Here’s a fun one demonstrated by @tmeshapitner. All you have to do is run in place, Zumba-style, as you try to keep your feet in time with the music as it speeds up. The challenge lasts less than a minute, but you’ll definitely feel the burn in your calf muscles.

3. Low Challenge

The certified coaches at @fitqueens.nation post all sorts of fun leg day challenges, including this one that has you stay low the entire time. While holding a squat, you’ll step forward then back with your left leg, then forward and back with your right leg. The series of jumps that come afterward all effectively work your glutes and thighs.

4. Kneeling Squat Challenge

This challenge from @fraferragni uses jump lunges to work the glutes, quads, hamstrings, and calves. It also has you lower down into a kneeling squat one leg at a time — a move that targets the quads, hip flexors, abductors, and hamstrings.
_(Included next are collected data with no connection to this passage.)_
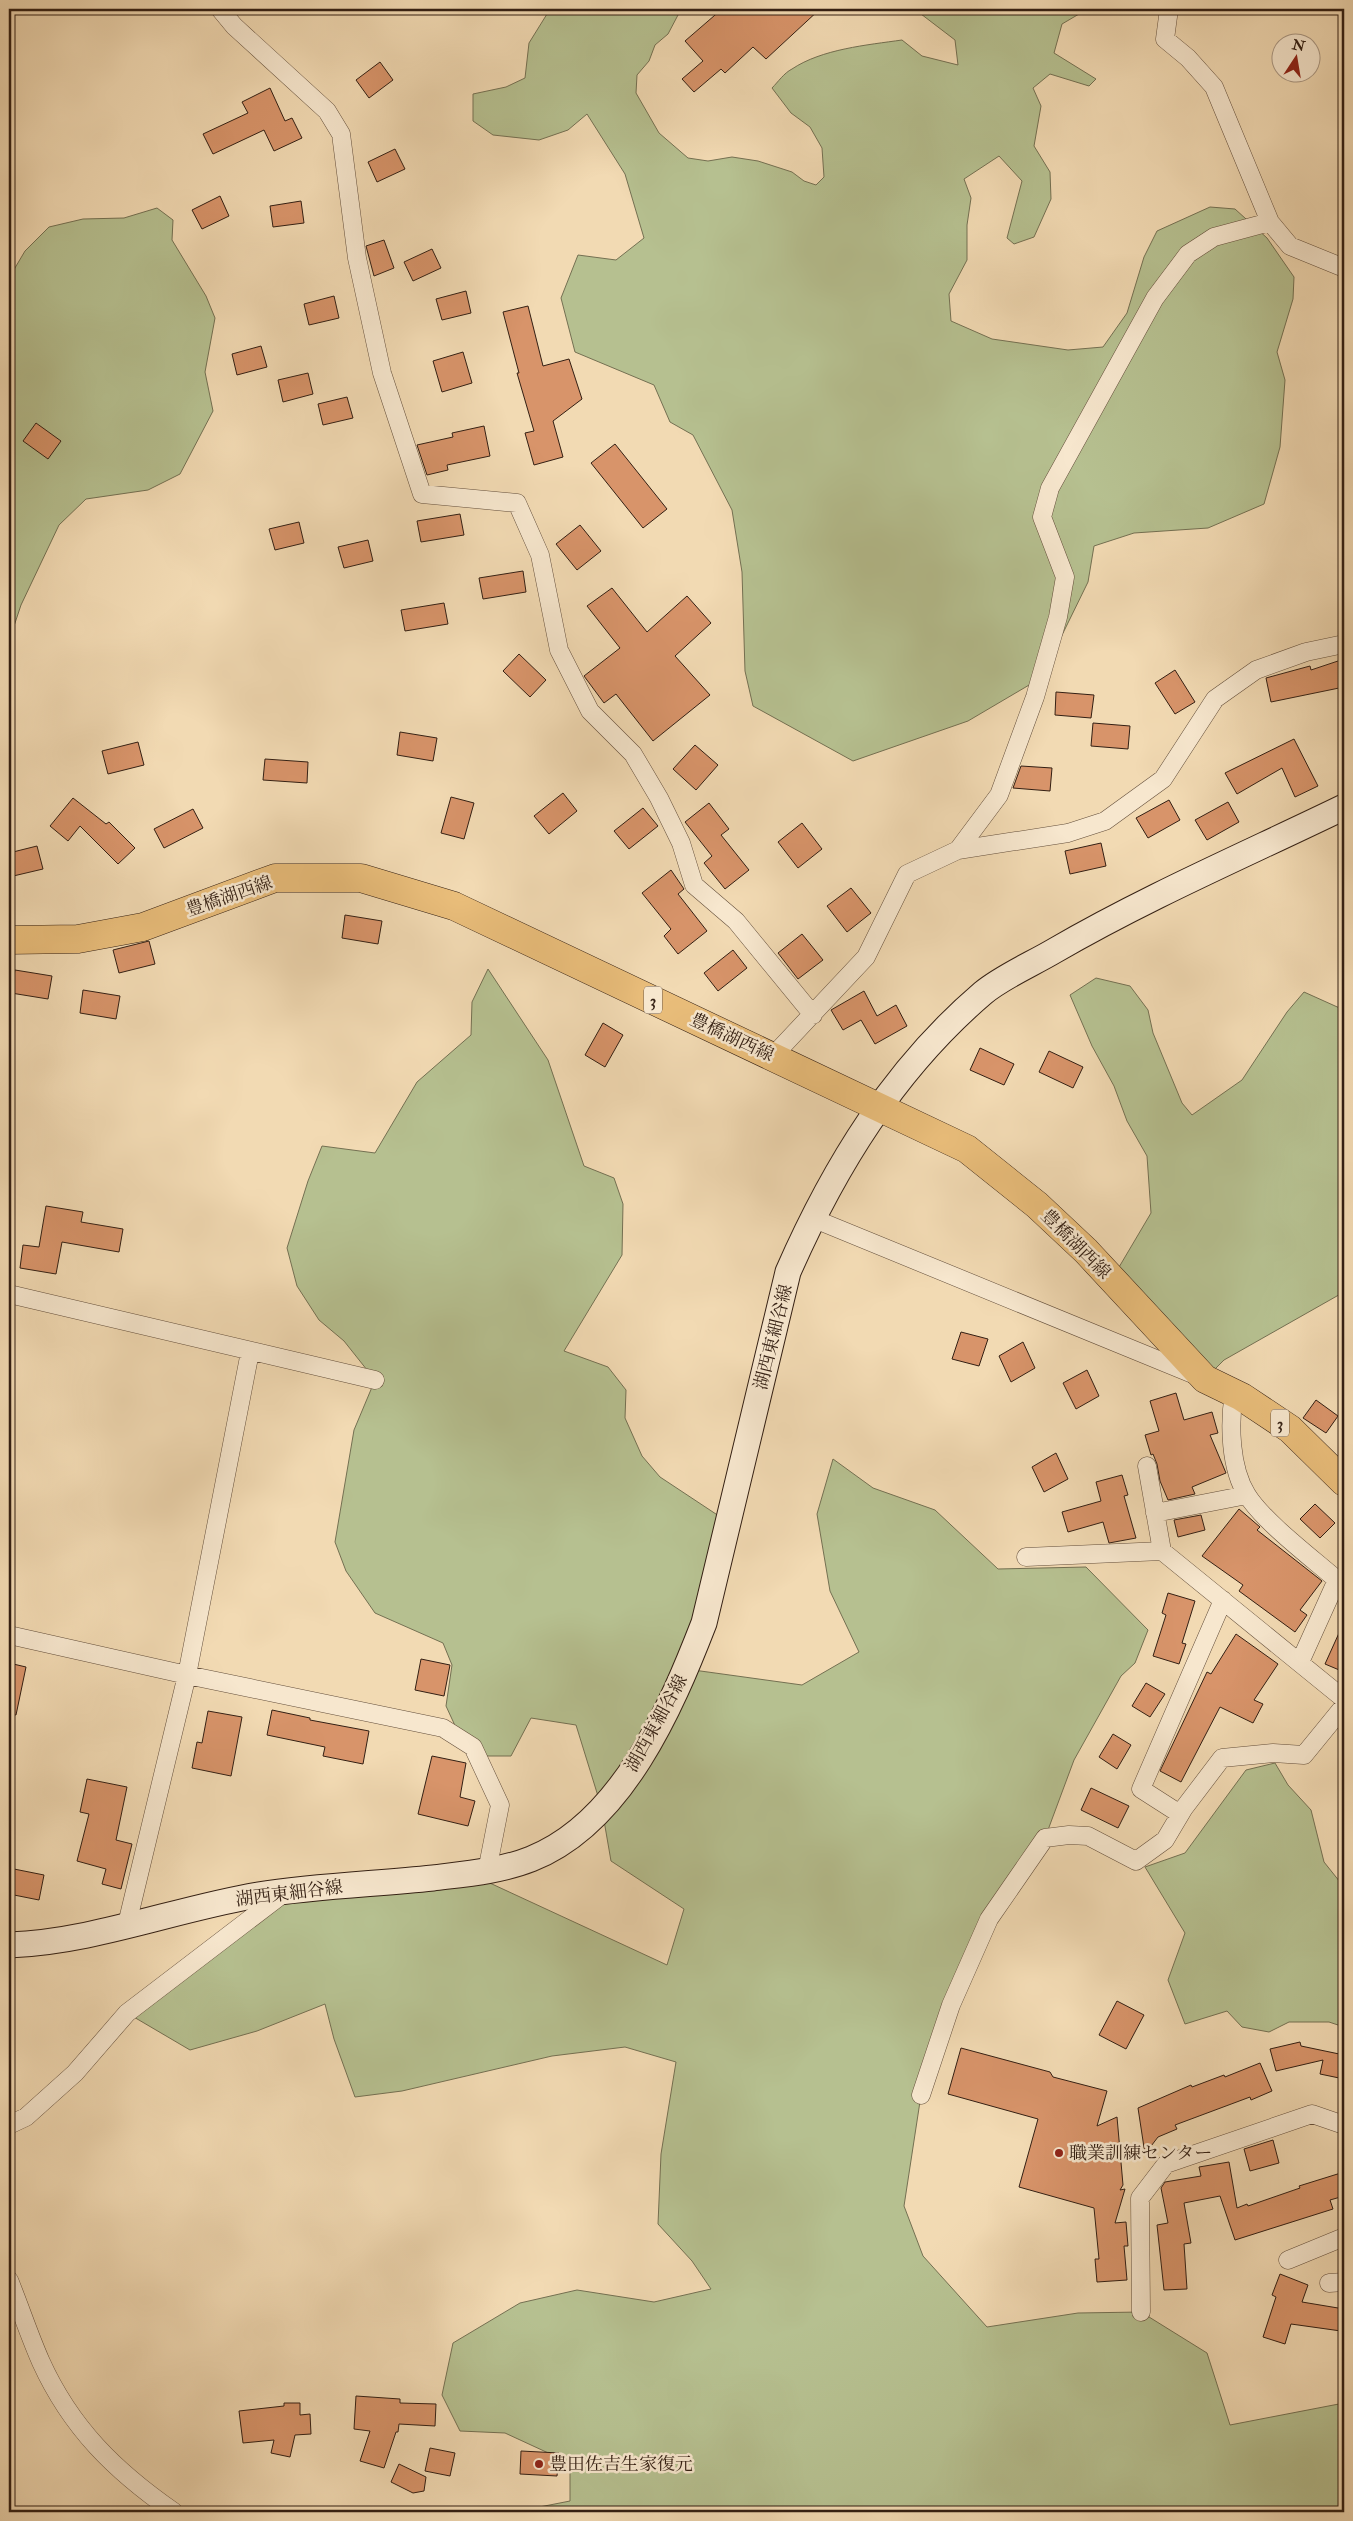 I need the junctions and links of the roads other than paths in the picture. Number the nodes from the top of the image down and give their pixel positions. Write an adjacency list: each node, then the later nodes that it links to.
1 (220, 9): 9 (street)
2 (1169, 9): 3 (street)
3 (1270, 222): 4 (street); 7 (street)
4 (1344, 268)
5 (1344, 644): 7 (street)
6 (1344, 807): 11 (main road, 湖西東細谷線)
7 (958, 850): 9 (street)
8 (9, 940): 10 (main road, 豊橋湖西線 / 3)
9 (813, 1015): 10 (street)
10 (773, 1056): 11 (main road, 豊橋湖西線 / 3)
11 (878, 1106): 12 (main road, 湖西東細谷線); 15 (main road, 豊橋湖西線 / 3)
12 (812, 1218): 15 (street); 31 (main road, 湖西東細谷線)
13 (9, 1294): 14 (street)
14 (250, 1352): 16 (street); 27 (street)
15 (1205, 1379): 17 (main road, 豊橋湖西線 / 3)
16 (375, 1380)
17 (1234, 1393): 19 (main road, 豊橋湖西線 / 3); 20 (street)
18 (1147, 1466): 21 (street)
19 (1342, 1475)
20 (1247, 1495): 21 (street); 26 (street)
21 (1155, 1513): 22 (street)
22 (1162, 1551): 23 (street); 24 (street)
23 (1026, 1557)
24 (1223, 1600): 26 (street); 30 (street)
25 (9, 1635): 27 (street)
26 (1300, 1662): 28 (street)
27 (186, 1675): 31 (street); 33 (street)
28 (1344, 1698)
29 (1344, 1706): 30 (street)
30 (1180, 1814): 35 (street)
31 (487, 1871): 32 (main road, 湖西東細谷線)
32 (286, 1891): 33 (main road, 湖西東細谷線); 36 (street)
33 (127, 1924): 34 (main road, 湖西東細谷線)
34 (9, 1945)
35 (921, 2095)
36 (9, 2125)
37 (1344, 2125): 41 (street)
38 (1344, 2237): 39 (street)
39 (1288, 2260)
40 (9, 2280): 42 (street)
41 (1141, 2312)
42 (174, 2512)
5. Resistance Band Challenge

Here’s another one from the sisters @myhealthybaker. To take on the challenge, place a looped resistance band around your thighs, just above the knees, then follow along as they guide you through a series of leg lifts, squats, and lunges. They recommend doing four sets of 12 reps each for a full leg workout.

6. Pulsing Squat Challenge

Want to really feel the burn? Then try this viral workout from @thehartesisters, which has over 90,000 likes. (One commenter even said “My quads are burning just watching this.”) You’ll start with pulsing squats before building up to even more challenging moves. Repeat the video a couple of times, if you dare.

7. Squat Challenge

While this workout from @eastersundai looks easy at first, give it two seconds before your legs start to shake. To try it, step wide and lower down into a sumo squat with your toes angled slightly out.

Next, lift your heels one at a time to the beat, starting with the right heel and then moving to the left. Sumo squats work the hamstrings, hip flexors, glutes, and quads. Add it to your fave TikTok videos to return to again and again on leg day.